16. The Insurance Company has appointed R.W.1 to investigate into the matter and according to R.W.1 the first claimant (deceased) and others were proceeding in the lorry to attend the marriage. Hence, the contention of the Insurance Company is that first respondent violated the conditions of policy and therefore the Insurance Company is not liable to pay any compensation. When the Insurance Company examined R.W.1, for the reasons best known it did not file the Investigator's report. Therefore, it can be inferred that the first respondent has not violated any conditions of Ex.B-1 Insurance policy. Thus, the claimants have proved that there is a valid coverage of Insurance on the offending lorry. Now taking into consideration the oral and documentary evidence marked on behalf of the claimants, I deem it appropriate to set aside the order passed by the Claims Tribunal in unnumbered Interlocutory application, dismissing the application under Order 6 Rule 17 read with Section 151 of CPC seeking to enhance the total claim of Rs. 1,00,000-00 to Rs. 1,50,000-00. On reappreciation of the oral evidence of P.Ws.1 and 3 and that apart Exs.A-2, A-5 and A-6 and in the absence of cogent evidence with regard to earnings of the first claimant-deceased, the Claims Tribunal determined his income at Rs. 15,000/- per annum and deducted 1/3rd towards his personal expenses and arrived at Rs. 12,000/- per annum towards contribution to his family.

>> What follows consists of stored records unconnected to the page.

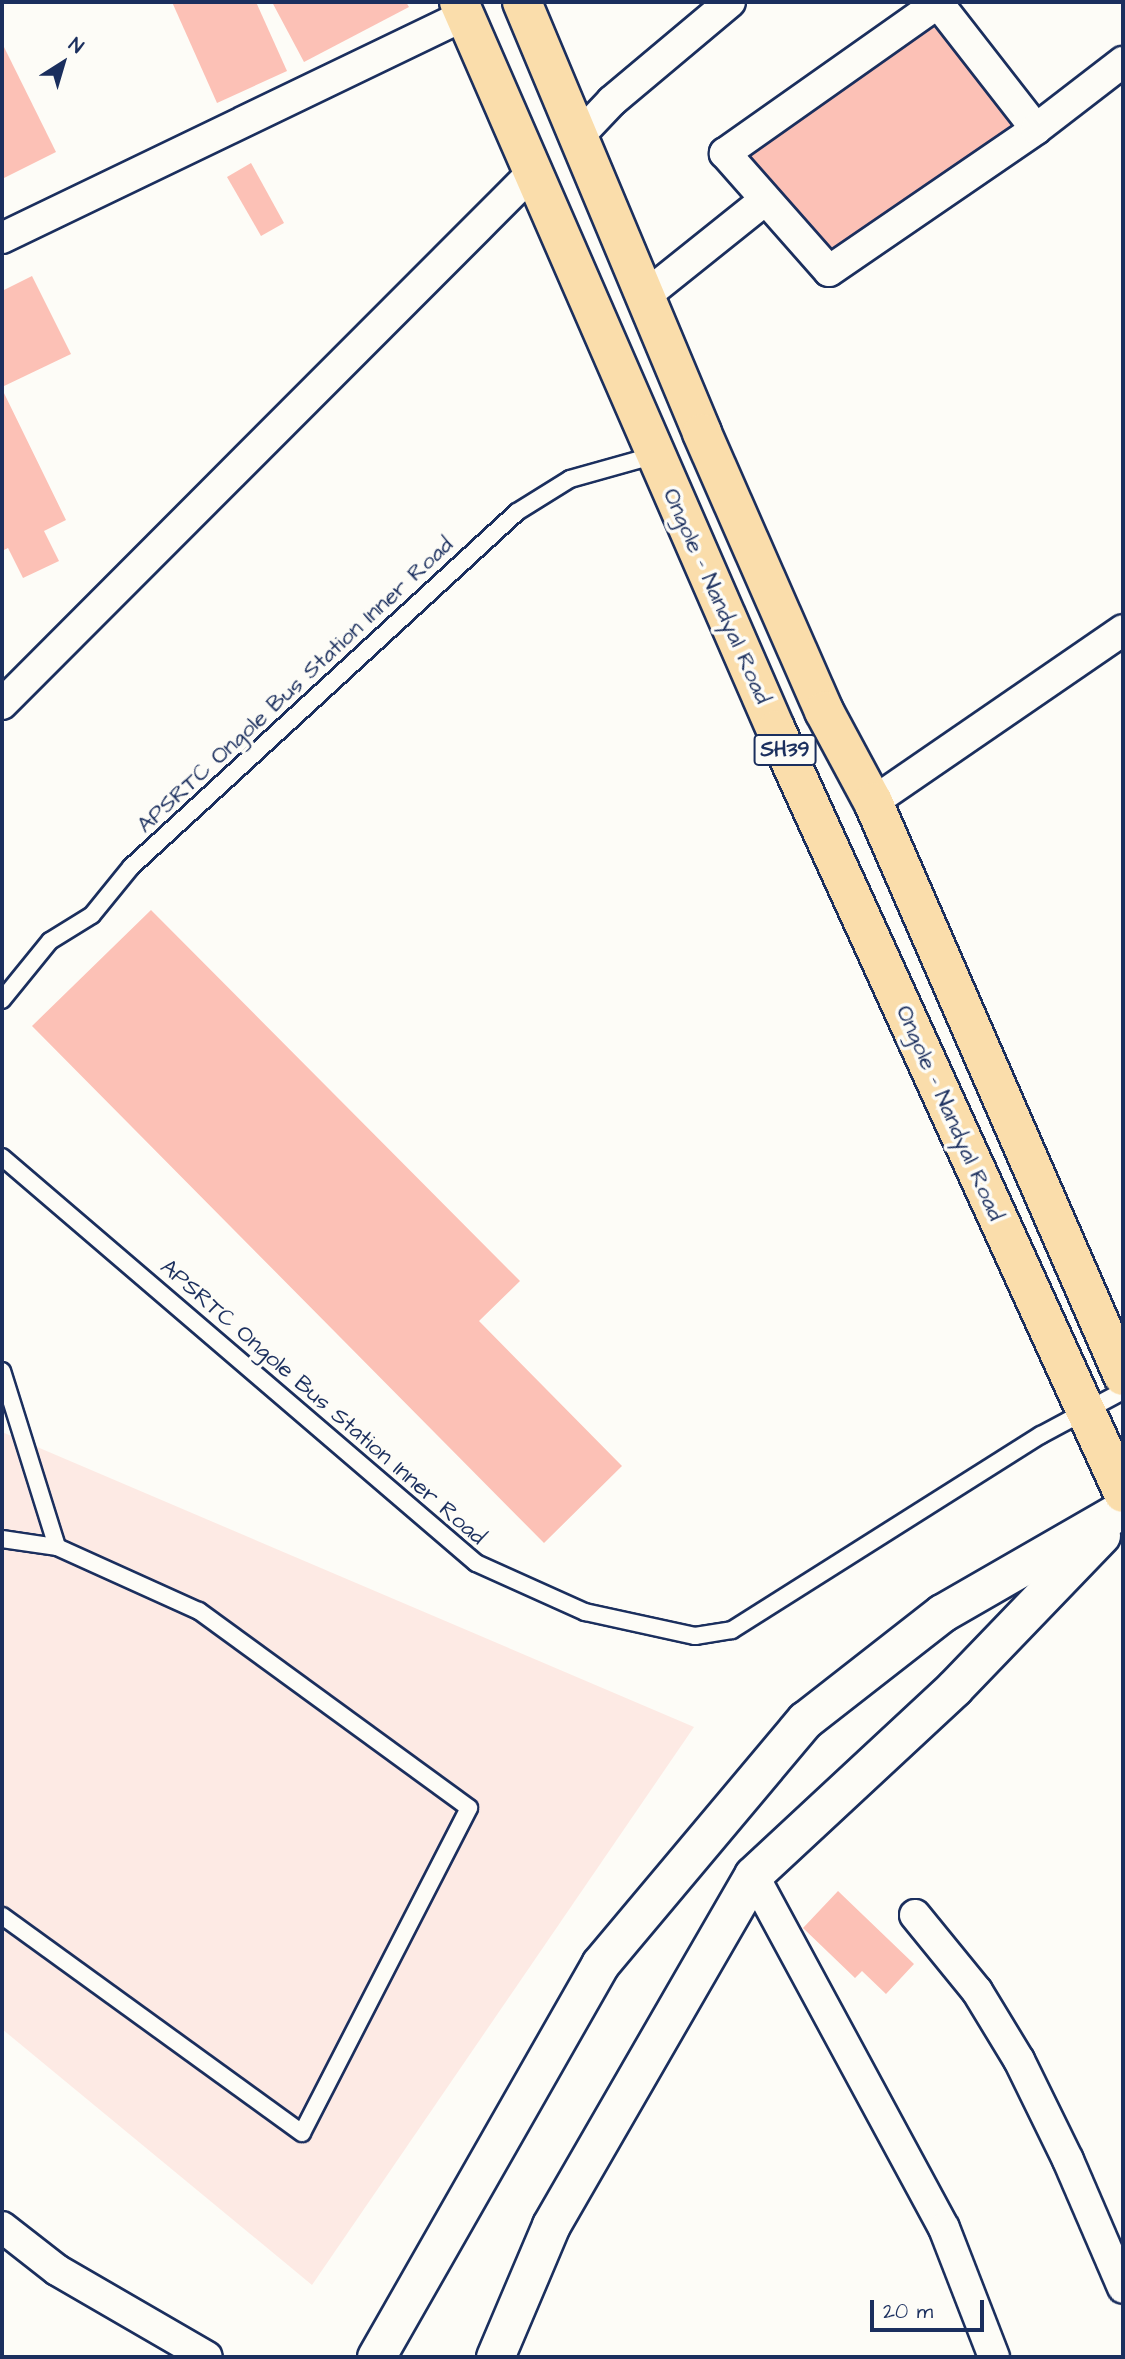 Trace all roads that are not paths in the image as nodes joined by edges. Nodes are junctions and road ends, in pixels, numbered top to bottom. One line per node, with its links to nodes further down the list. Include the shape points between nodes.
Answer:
1 (522, 2): 6 (main road, SH39)
2 (730, 2): 6 (street, via 612,101)
3 (462, 8): 7 (main road, Ongole - Nandyal Road / SH39); 9 (street)
4 (1123, 62): 5 (street)
5 (1036, 129): 8 (street, via 830,271); 8 (street, via 938,3 724,153)
6 (577, 138): 10 (main road, SH39)
7 (533, 173): 12 (main road, Ongole - Nandyal Road / SH39); 14 (street)
8 (765, 200): 10 (street)
9 (2, 238)
10 (645, 296): 11 (main road, SH39)
11 (702, 433): 12 (main road); 15 (main road, SH39, via 824,712)
12 (656, 455): 16 (lane, APSRTC Ongole Bus Station Inner Road, via 570,479 517,512 131,867 92,915 50,941); 21 (main road, Ongole - Nandyal Road / SH39)
13 (1123, 630): 15 (street)
14 (2, 704)
15 (873, 802): 19 (main road, SH39)
16 (2, 1000)
17 (2, 1157): 21 (lane, APSRTC Ongole Bus Station Inner Road, via 476,1563 585,1612 695,1636 732,1630 988,1467)
18 (2, 1371): 26 (lane)
19 (1123, 1376)
20 (1123, 1391): 21 (lane, APSRTC Ongole Bus Station Inner Road)
21 (1086, 1412): 22 (main road, Ongole - Nandyal Road / SH39)
22 (1113, 1443): 23 (main road, Ongole - Nandyal Road / SH39)
23 (1123, 1493)
24 (1123, 1510): 27 (street, via 954,1688); 33 (street, via 942,1613 796,1730 600,1964)
25 (2, 1539): 26 (lane)
26 (57, 1547): 29 (lane, via 199,1611 469,1808 302,2133)
27 (753, 1875): 34 (street, via 551,2225); 35 (street, via 944,2228)
28 (915, 1915): 31 (street, via 977,1991 1019,2060)
29 (2, 1916)
30 (4, 2235): 32 (street)
31 (1123, 2288)
32 (207, 2357)
33 (376, 2357)
34 (495, 2357)
35 (994, 2357)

According to Ex. A-7 the age of the deceased was mentioned as 35 years by the date of accident, therefore, the Claims Tribunal applied the multiplicand 13 and arrived at Rs. 1,56,000-00. The Claims Tribunal further granted an amount of Rs. 10,000-00 towards loss of consortium besides Rs. 2000-00 towards funeral expenses. Thus, the total enhanced compensation awarded to the claimants 2 to 4 in the appeal is Rs. 1,68,000-00 together with interest @ 12% p.a., from the date of application. Accordingly, the award and decree passed by the Claimes Tribunal is modified to the extent indicated above.

17. With the above modification, the Civil Miscellaneous Appeal is allowed. No costs.